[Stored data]
:::::

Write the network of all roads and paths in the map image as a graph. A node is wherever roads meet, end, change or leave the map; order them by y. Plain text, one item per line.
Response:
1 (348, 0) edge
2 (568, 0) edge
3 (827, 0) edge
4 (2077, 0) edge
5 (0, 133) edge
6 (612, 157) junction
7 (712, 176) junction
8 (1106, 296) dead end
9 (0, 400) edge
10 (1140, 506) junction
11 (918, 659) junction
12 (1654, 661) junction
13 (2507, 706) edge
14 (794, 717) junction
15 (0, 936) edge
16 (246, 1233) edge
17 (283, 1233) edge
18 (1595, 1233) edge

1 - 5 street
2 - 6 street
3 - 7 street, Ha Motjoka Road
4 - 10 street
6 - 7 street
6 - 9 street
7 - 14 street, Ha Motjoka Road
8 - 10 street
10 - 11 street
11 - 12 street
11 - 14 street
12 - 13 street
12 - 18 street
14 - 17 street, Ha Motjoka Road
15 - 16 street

:::::

• **Description of the task**: Including any blank lines, repeat the data exactly.

• **Answer to this task**:
Write the network of all roads and paths in the map image as a graph. A node is wherever roads meet, end, change or leave the map; order them by y. Plain text, one item per line.
Response:
1 (348, 0) edge
2 (568, 0) edge
3 (827, 0) edge
4 (2077, 0) edge
5 (0, 133) edge
6 (612, 157) junction
7 (712, 176) junction
8 (1106, 296) dead end
9 (0, 400) edge
10 (1140, 506) junction
11 (918, 659) junction
12 (1654, 661) junction
13 (2507, 706) edge
14 (794, 717) junction
15 (0, 936) edge
16 (246, 1233) edge
17 (283, 1233) edge
18 (1595, 1233) edge

1 - 5 street
2 - 6 street
3 - 7 street, Ha Motjoka Road
4 - 10 street
6 - 7 street
6 - 9 street
7 - 14 street, Ha Motjoka Road
8 - 10 street
10 - 11 street
11 - 12 street
11 - 14 street
12 - 13 street
12 - 18 street
14 - 17 street, Ha Motjoka Road
15 - 16 street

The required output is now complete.